A pergunta para um milhão de euros: Devemos ou não estar no TikTok?

A pergunta para um milhão de euros: Devemos ou não estar no TikTok?

O técnico de Marca Corporativa do Sporting CP considera que muitas marcas continuam a olhar para o TikTok através de preconceitos que já não refletem a realidade da plataforma. Miguel Matos desafia a ideia de que a rede social é exclusiva para os mais jovens e explica porque é que a autenticidade, o conteúdo nativo e a capacidade de adaptação são hoje fatores determinantes para as marcas que querem conquistar relevância junto das suas audiências.


A seguir ao uso de Inteligência Artificial, certamente que esta é uma das questões mais colocadas pelos marketeers do nosso País e além-fronteiras. Quando pensamos se a nossa marca deve marcar ou não presença na rede social que mais cresceu nos últimos cinco anos em Portugal, não podemos pensar apenas na evolução no número de utilizadores, mas quem são estas pessoas, e este é o ponto onde muita gente acaba por cometer um grande erro: achar que a plataforma é apenas e só frequentada por pessoas que pertencem à Geração Z ou Geração Alfa.
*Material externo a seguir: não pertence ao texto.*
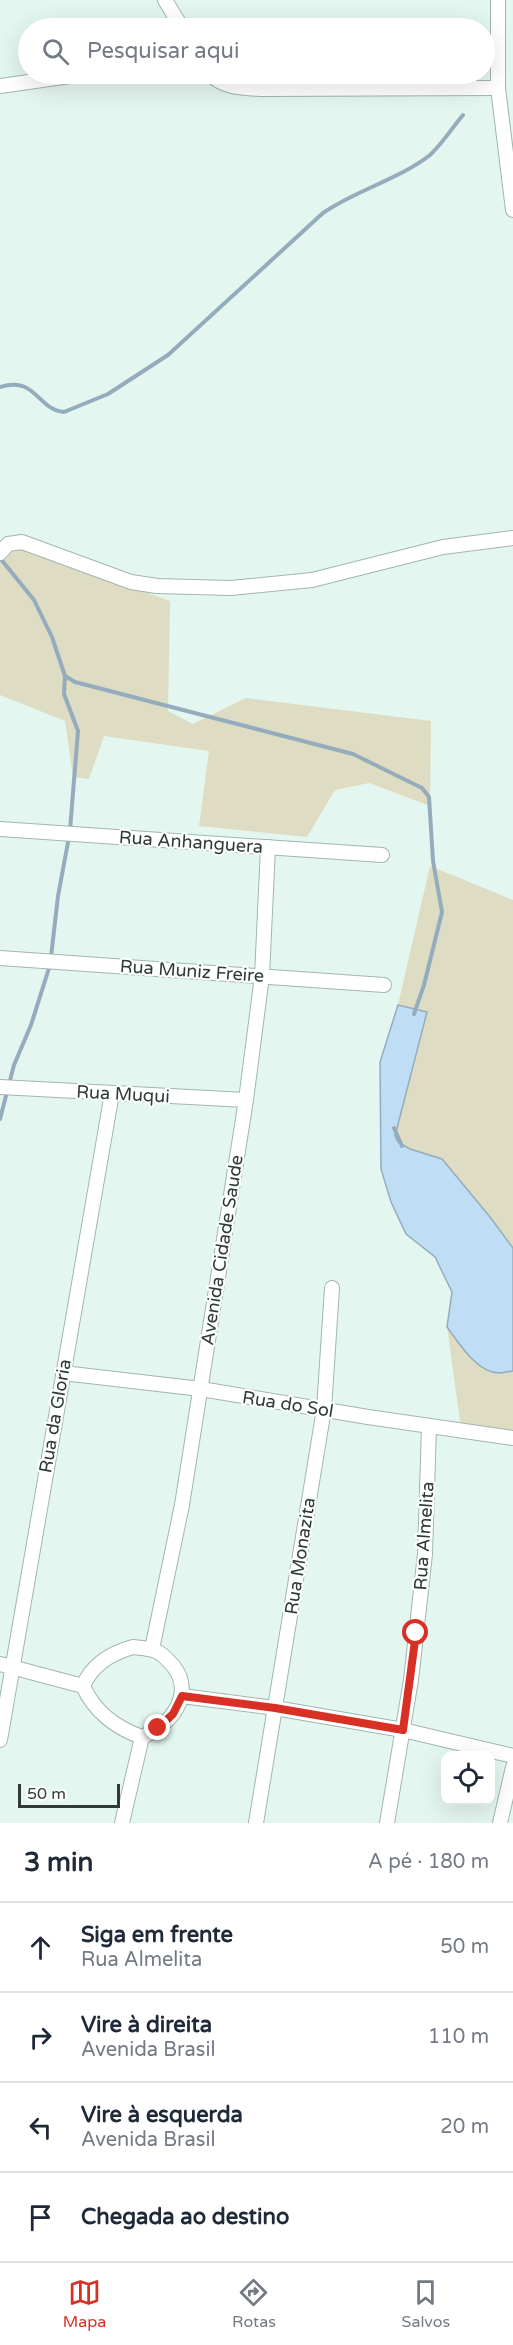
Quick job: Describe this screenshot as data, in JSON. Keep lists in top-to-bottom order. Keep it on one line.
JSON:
{"streets":{"street":["Rua Anhanguera","Rua Muniz Freire","Rua Muqui","Avenida Cidade Saude","Rua do Sol","Rua da Gloria","Rua Almelita","Rua Monazita"]},"crossings":[["Rua Anhanguera","Avenida Cidade Saude"],["Rua Muniz Freire","Avenida Cidade Saude"],["Rua Muqui","Avenida Cidade Saude"],["Rua Muqui","Rua da Gloria"],["Avenida Cidade Saude","Rua do Sol"],["Rua do Sol","Rua da Gloria"],["Rua do Sol","Rua Almelita"],["Rua do Sol","Rua Monazita"]],"scale_bar":"50 m","page":{"search":"Pesquisar aqui","scale":"50 m","heading":["3 min","A pé · 180 m"],"list":[["Siga em frente","Rua Almelita","50 m"],["Vire à direita","Avenida Brasil","110 m"],["Vire à esquerda","Avenida Brasil","20 m"],"Chegada ao destino"],"nav":["Mapa","Rotas","Salvos"]}}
Uma vez, tive de fazer um pitch para uma vaga de emprego, onde me foi pedido que fizesse um plano de comunicação para um produto que a compra era maioritariamente feita por adultos acima dos 45/50 anos, tendo colocado o TikTok como um dos canais de comunicação onde apostaria as minhas fichas, tendo me sido logo questionado: o TikTok é um bom canal, tendo em conta as pessoas que usam? A realidade é que, neste momento, tanto podemos encontrar miúdos de 13 anos que fazem edits de Roblox, como pessoas na faixa dos 70 anos que passam os seus dias a verem vídeos fofinhos de cães a correrem na praia. Os números não mentem: quase metade do País está no TikTok (4,2 milhões de utilizadores ativos mensais). É verdade que o TikTok tem uma base tendencialmente mais jovem, com 25 % dos seus utilizadores na faixa dos 16-24 anos e 21 % entre os 25 e 34 anos, mas os dados do GWI (Q1-Q2 2025) contam uma história bem diferente do mito dos “só miúdos”: 19 % dos utilizadores têm entre 35 e 44 anos, 21 % entre os 45 e 54 anos, e 15 % entre os 55 e 64 anos, o que significa que 55 % dos utilizadores do TikTok tem 35 anos ou mais.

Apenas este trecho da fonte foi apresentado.